» **Work instruction**: Read the entries below and pull out each line with the string "street".

:: Provided records ::

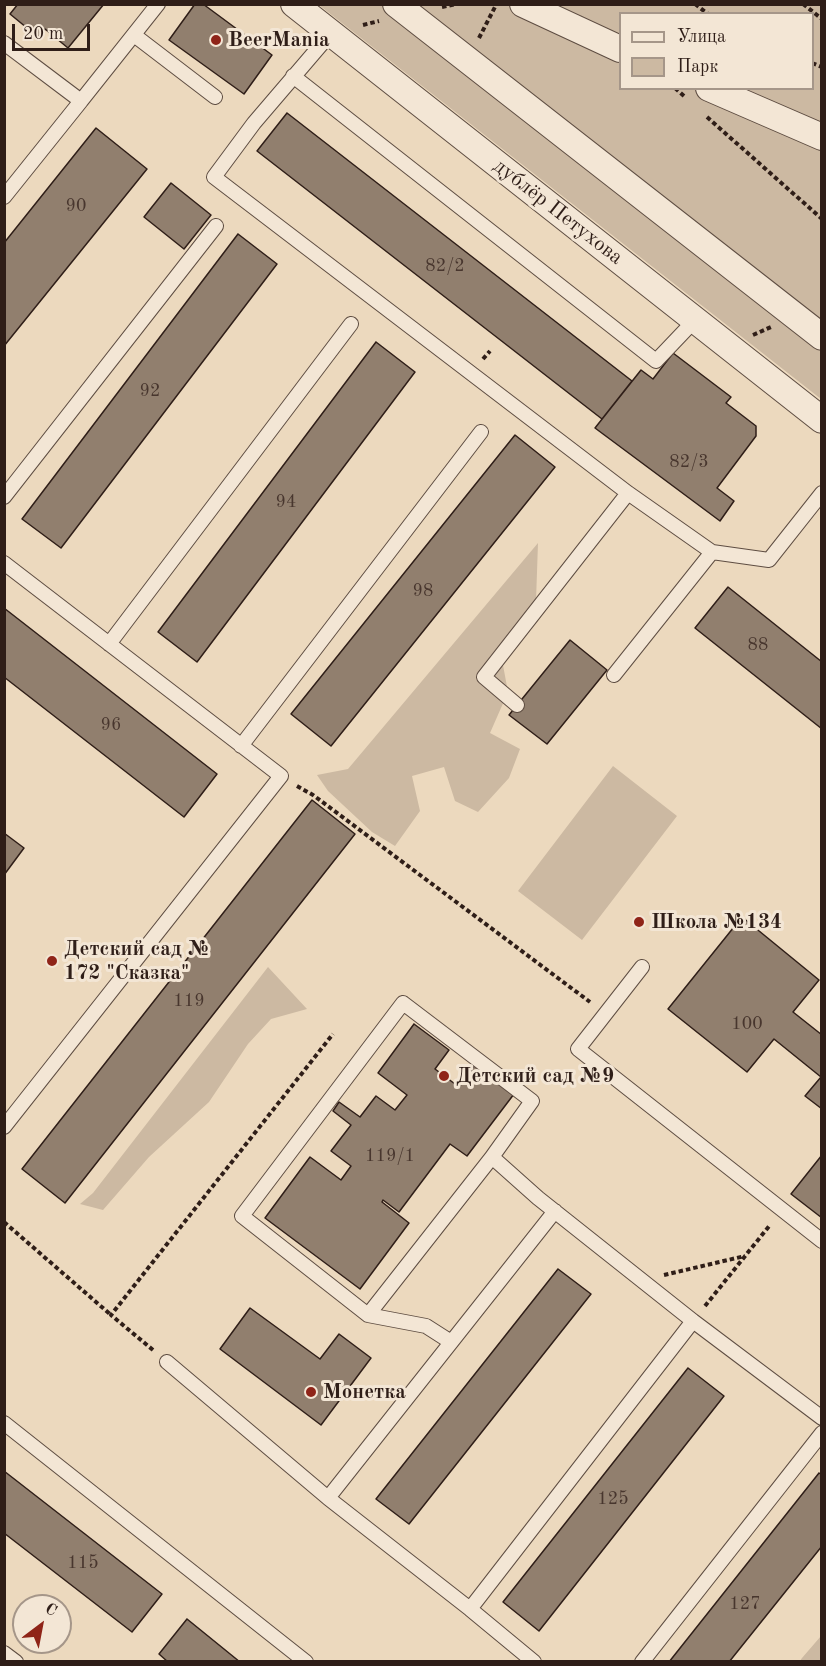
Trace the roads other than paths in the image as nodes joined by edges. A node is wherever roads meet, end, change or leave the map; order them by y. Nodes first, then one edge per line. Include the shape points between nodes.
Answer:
1 (158, 4) edge
2 (294, 4) edge
3 (396, 4) edge
4 (523, 4) edge
5 (331, 33) junction
6 (134, 35) junction
7 (4, 43) edge
8 (619, 48) edge
9 (293, 76) junction
10 (215, 97) dead end
11 (81, 101) junction
12 (701, 101) edge
13 (822, 137) edge
14 (4, 197) edge
15 (216, 226) dead end
16 (695, 320) junction
17 (351, 324) dead end
18 (822, 337) edge
19 (822, 420) edge
20 (482, 432) dead end
21 (628, 493) junction
22 (822, 493) edge
23 (4, 497) edge
24 (712, 552) junction
25 (4, 563) edge
26 (109, 644) junction
27 (614, 675) dead end
28 (517, 705) dead end
29 (241, 746) junction
30 (642, 967) dead end
31 (4, 1127) edge
32 (492, 1157) junction
33 (555, 1210) junction
34 (822, 1240) edge
35 (368, 1315) junction
36 (693, 1321) junction
37 (451, 1342) junction
38 (167, 1362) road end
39 (822, 1418) edge
40 (4, 1423) edge
41 (822, 1433) edge
42 (327, 1498) junction
43 (470, 1609) junction
44 (4, 1653) edge
45 (16, 1662) edge
46 (306, 1662) edge
47 (534, 1662) edge
48 (642, 1662) edge

1 - 6 lane
2 - 5 street, дублёр Петухова
3 - 18 street
4 - 8 street
5 - 9 lane
5 - 16 street, дублёр Петухова
6 - 10 lane
6 - 11 lane
7 - 11 lane
9 - 16 lane via 656,361
9 - 21 lane via 214,177
11 - 14 lane
12 - 13 street
15 - 23 lane
16 - 19 street, дублёр Петухова
17 - 26 lane
20 - 29 lane
21 - 24 lane
21 - 28 lane via 484,677
22 - 24 lane via 769,560
24 - 27 lane
25 - 26 lane
26 - 29 lane
29 - 31 lane via 280,776
30 - 34 lane via 578,1049
32 - 33 lane
32 - 35 lane
32 - 35 lane via 532,1101 403,1003 242,1216
33 - 36 lane
33 - 37 lane
35 - 37 lane via 426,1326
36 - 39 lane
36 - 43 lane
37 - 42 lane
38 - 42 lane
40 - 46 lane
41 - 48 lane
42 - 43 lane
43 - 47 lane
44 - 45 lane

:::

» **Your response**:
2 - 5 street, дублёр Петухова
3 - 18 street
4 - 8 street
5 - 16 street, дублёр Петухова
12 - 13 street
16 - 19 street, дублёр Петухова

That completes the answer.